Tuesday, 9 August 2016
Building upwards from bottom...
Whilst I am working on rebuilding my life, I felt that it was time for an update. I have neglected blogging for a little while. Not because my heart isn't in this, but because I've not typically had the words to even express myself in the ways I have wanted to. I have instead used this time to reflect on the occurrences of this tough year. A lot has been happening, for both positive and negative reasons but through all of this, my goal for awareness remains crystal clear. I love raising awareness within my means of comfort and connecting with others, yet I also felt the time away could do me some good. To regather my thoughts and figure out my plan of action to progress forward.
In July, I received three further diagnosis in addition to my primarily diagnosis of Ehlers Danlos Syndrome. These were Chiari Malformation, Basilar Invagination and Vertebral Ligament Sublaxations of the head. Whilst I was not expecting three new, complex issues, I am taking it day by day for now. A new diagnosis is always difficult, let alone three in one day. If I did not laugh, I would probably cry, which I certainly have at points because the realm of rare disease takes a battering on your soul. I have tried my upmost to remain positive but it has not been a walk in the park. I have yearned for a magic wand to appear more than ever. Through all of this, I have been reminded to continue on my quest for health and supported by lovely people, mostly my incredible friend and certified life coach, Denise Archilla of My Chronic Connection.
I am understanding the importance and significance of change and focus now, more than ever. There comes a point in life where you reach breaking point and there are two directions in which you can go. You can continue to sink lower or you can use that energy to build yourself upwards. Rather than continue to break, I can safely say that my version of such a 'moment', finally arrived this year. After spending the last decade as someone who is chronically ill with a very poor quality of life, I feel my heart pulling me in new directions that I am willing to try my best to resolve. More importantly, I feel ready to take the steps to resolve what I can. It is a task I am dreading but is necessary.
During all of this, my future obviously felt even bleaker than usual. I took a good ten steps backwards in terms of turmoil and lack of hope. As I have mentioned before on the blog, I have had my moments where I question what my purpose is. My only talent feels as if it lies in being chronically ill and a collector of rare illnesses but aside from that, I do not carry much belief or confidence in myself. Pain replaced a lot of my ambition and diagnosis hindered my visions of a future. My talents went out the window a long time ago and defining what I am 'good' at has been a momentous task. That was until I was being told something continuously, almost like a sign, one of which I was fairly blind too. At first I thought people were joking or at least had me mixed up with someone else, but then I realised that it was something that I actually feel willing to do almost daily. What was suggested is something that almost everyone who contacts me tells me to do with the skills they feel I have.

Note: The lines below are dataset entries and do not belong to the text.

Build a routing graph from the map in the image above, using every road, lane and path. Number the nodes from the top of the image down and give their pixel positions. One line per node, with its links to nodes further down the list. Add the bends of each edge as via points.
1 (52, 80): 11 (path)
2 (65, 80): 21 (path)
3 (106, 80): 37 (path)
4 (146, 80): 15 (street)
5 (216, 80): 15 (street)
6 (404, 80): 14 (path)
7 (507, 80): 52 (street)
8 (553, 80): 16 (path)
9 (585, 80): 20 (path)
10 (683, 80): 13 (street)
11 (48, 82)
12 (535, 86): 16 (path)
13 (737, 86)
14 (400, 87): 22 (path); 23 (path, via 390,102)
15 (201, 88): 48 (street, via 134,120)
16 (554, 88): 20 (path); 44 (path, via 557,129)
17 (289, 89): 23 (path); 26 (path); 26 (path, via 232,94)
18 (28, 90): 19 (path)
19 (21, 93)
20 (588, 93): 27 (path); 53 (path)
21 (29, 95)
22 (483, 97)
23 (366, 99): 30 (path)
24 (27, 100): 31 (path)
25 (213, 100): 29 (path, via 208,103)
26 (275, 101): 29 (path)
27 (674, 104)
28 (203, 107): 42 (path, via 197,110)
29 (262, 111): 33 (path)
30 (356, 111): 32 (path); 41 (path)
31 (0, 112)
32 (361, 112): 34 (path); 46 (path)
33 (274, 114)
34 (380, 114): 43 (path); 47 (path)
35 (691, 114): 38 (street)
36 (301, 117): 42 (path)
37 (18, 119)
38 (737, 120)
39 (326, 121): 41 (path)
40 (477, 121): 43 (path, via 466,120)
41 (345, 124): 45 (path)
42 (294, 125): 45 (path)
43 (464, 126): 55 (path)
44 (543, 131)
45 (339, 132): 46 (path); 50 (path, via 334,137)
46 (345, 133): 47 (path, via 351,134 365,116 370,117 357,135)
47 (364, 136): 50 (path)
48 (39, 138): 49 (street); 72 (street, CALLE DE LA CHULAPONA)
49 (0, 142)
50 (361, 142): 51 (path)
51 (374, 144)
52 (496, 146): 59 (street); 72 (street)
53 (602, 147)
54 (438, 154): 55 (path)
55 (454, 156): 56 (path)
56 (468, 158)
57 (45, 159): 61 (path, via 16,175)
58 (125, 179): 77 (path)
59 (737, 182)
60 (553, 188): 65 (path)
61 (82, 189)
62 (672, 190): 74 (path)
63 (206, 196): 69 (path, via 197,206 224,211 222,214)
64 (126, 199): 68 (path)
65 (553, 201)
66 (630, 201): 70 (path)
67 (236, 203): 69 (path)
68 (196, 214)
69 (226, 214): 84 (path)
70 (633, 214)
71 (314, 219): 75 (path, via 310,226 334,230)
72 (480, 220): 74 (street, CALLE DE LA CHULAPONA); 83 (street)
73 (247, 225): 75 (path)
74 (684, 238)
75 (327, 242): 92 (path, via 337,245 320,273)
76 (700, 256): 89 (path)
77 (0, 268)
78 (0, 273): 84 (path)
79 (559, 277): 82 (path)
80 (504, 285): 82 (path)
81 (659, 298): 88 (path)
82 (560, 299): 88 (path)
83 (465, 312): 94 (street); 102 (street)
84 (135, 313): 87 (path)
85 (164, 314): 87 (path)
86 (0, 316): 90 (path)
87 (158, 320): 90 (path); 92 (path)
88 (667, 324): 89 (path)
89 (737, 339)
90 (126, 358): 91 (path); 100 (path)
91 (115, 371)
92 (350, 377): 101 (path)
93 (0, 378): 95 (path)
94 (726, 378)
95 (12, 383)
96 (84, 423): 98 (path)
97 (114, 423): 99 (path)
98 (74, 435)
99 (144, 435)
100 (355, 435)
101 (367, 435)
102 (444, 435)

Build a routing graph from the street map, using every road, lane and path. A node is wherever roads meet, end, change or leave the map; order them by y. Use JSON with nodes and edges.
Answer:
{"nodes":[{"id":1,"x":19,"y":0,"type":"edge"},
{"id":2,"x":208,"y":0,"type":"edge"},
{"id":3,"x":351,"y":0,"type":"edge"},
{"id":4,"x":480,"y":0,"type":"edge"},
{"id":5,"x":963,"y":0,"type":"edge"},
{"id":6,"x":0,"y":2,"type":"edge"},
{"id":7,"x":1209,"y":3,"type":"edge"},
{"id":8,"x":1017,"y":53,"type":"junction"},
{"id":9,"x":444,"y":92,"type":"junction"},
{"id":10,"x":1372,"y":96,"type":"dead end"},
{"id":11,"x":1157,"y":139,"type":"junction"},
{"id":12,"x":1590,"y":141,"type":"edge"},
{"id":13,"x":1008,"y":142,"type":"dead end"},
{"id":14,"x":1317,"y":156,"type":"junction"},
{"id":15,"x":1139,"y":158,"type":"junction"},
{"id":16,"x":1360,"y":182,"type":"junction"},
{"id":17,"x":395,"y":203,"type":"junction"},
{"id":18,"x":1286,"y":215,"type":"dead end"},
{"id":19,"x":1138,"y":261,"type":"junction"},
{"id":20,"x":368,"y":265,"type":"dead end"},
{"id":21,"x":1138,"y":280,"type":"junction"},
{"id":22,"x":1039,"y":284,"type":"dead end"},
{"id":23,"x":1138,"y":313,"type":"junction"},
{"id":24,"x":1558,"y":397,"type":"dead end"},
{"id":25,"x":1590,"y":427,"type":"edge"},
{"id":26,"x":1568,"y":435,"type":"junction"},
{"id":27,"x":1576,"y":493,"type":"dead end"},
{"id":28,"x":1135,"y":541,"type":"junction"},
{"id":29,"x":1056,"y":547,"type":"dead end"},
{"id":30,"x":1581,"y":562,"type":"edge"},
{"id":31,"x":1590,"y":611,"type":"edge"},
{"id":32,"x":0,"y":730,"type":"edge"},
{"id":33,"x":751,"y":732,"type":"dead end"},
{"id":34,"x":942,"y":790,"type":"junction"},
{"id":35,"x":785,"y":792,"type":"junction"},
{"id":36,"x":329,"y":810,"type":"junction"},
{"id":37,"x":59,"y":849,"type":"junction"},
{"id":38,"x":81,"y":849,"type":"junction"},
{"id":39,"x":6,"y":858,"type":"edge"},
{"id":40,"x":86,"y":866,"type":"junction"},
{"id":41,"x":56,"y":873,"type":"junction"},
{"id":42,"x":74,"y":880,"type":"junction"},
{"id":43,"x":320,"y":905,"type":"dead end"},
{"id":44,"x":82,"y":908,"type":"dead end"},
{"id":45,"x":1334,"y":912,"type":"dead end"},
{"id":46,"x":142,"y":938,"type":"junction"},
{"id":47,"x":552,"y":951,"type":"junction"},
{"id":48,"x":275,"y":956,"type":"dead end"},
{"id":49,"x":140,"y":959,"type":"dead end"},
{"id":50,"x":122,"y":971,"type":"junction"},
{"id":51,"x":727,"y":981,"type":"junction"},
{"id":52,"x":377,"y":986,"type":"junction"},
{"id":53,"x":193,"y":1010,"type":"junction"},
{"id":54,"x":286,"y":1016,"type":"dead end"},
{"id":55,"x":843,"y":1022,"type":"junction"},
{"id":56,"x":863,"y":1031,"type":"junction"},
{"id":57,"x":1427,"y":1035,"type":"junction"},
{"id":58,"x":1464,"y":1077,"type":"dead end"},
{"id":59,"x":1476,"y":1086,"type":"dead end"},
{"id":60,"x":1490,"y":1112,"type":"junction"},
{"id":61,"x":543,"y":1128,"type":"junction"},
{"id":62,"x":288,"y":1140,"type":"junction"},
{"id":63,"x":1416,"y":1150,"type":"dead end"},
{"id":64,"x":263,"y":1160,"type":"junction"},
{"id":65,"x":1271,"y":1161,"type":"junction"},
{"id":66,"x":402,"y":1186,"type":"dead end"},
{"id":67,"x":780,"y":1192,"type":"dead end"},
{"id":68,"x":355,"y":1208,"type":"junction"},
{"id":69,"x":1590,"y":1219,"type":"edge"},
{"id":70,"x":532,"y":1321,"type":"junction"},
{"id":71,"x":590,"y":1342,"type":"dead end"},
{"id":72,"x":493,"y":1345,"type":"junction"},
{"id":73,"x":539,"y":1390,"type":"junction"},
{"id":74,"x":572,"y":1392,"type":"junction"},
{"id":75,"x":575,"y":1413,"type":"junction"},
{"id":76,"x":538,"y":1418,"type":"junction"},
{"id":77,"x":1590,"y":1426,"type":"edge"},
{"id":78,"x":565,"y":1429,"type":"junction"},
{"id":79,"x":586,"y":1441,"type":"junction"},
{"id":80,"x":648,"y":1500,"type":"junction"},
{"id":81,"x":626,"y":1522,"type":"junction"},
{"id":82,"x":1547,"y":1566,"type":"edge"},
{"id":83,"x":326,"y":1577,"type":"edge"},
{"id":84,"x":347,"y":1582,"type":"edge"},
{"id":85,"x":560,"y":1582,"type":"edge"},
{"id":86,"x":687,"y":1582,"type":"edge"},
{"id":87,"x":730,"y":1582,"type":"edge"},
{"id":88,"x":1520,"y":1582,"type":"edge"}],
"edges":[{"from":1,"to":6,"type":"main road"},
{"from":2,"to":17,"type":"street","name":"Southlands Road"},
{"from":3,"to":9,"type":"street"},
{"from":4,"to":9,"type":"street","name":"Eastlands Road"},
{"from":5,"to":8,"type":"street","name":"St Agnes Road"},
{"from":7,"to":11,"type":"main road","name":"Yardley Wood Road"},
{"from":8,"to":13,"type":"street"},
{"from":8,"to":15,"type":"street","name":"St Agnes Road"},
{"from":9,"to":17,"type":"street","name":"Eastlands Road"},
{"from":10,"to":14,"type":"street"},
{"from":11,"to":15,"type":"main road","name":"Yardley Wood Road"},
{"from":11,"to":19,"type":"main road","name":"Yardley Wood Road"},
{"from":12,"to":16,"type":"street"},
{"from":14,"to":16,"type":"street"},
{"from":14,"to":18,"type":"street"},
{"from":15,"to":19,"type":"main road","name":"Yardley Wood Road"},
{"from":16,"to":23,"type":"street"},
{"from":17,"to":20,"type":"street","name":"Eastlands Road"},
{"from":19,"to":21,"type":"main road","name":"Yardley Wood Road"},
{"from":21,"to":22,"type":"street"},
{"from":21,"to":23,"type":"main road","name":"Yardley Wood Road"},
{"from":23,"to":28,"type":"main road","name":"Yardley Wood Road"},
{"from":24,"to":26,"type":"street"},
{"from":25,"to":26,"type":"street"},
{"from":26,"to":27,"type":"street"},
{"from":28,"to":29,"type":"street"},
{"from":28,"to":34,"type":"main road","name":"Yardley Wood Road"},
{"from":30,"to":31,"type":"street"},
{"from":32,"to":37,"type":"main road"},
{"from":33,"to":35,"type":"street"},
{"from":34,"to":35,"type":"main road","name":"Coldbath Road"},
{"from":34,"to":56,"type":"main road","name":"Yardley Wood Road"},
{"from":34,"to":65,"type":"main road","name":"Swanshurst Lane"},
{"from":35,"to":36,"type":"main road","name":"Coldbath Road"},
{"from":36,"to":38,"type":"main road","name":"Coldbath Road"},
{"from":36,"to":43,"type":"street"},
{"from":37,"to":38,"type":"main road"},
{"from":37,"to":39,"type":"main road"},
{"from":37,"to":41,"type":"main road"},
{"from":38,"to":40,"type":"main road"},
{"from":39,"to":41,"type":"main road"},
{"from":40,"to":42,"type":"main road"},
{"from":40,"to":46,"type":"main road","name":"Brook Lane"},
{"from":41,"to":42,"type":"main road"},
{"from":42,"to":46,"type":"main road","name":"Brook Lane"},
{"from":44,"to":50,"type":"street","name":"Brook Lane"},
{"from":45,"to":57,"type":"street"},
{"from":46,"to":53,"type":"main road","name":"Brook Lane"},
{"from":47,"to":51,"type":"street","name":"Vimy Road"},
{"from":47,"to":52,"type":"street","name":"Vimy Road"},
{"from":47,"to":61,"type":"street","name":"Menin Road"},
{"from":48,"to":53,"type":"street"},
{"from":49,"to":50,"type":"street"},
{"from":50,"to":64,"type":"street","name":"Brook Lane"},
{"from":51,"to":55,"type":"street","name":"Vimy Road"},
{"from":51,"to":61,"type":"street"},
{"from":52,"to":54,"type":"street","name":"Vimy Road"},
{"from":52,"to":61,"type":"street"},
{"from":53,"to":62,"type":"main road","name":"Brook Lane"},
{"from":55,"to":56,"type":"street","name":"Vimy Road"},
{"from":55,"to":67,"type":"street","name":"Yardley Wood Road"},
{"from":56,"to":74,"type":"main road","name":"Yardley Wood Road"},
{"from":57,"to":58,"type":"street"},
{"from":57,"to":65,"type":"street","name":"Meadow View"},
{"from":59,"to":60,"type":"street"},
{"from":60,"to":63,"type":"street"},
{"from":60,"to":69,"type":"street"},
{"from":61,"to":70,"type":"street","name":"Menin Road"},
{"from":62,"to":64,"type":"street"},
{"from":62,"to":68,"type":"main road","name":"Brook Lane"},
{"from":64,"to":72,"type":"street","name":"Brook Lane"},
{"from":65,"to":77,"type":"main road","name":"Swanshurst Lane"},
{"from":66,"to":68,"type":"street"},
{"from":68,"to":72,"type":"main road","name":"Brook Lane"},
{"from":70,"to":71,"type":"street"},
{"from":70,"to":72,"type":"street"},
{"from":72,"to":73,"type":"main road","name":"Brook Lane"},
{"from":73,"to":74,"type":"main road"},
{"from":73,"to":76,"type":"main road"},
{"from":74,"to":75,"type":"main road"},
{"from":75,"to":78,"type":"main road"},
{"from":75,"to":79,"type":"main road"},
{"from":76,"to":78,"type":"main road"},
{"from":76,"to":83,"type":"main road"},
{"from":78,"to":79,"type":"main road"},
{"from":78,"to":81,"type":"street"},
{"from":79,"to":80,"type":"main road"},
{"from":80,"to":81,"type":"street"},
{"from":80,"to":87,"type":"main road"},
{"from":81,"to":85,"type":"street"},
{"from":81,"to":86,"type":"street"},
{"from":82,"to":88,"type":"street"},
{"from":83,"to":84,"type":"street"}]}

For the last eighteen months, I have been warming up to the idea of writing my first book. I have formatted ideas and concepts for a while now, but I wanted to have a strong direction of what I eventually hope will come to be a physically, published book. In order to move forward with this project, I wanted to have a goal in mind of where this endeavour could take me whilst providing a purpose to my current existence. Publishing a book is nothing in comparison to blogging, so it is a place where I have had to build my confidence skills. Writing from the heart is a good place to start. I am pleased to say that for the last few months, I have started drafting many ideas of what I hope to be my first publication. So far, I have really enjoyed the experience and hope that by sharing this project with readers of my blog, I may feel obliged to not lose faith in myself and my future aim.
I am a writer at heart and would love to one day become an established author. I might not have all the faith and belief in myself just yet, but I am starting to see that I have somewhat of a talent in terms of writing and using this technique to raise awareness. I feel there is an audience I have not yet reached in terms of chronic illness awareness. We all have our lane, some people are fundraisers, some people start charities, some people travel the world spreading the word. My niche has always been to write with the hope to connect. I feel that beginning this process as a blogger has been initial proof to me that this can be a possiblity. Words can carry so much comfort in times of distress and help me more than I can express. With a little more belief in myself, I am hoping to turn such dream and hard work into a form of reality, one day. Whilst publishing this may be the most difficult part, I am hoping that my efforts and hard work will pay off. What will be, will be and I hope that during this process, I discover a more gentle and positive side of living with incurable disease.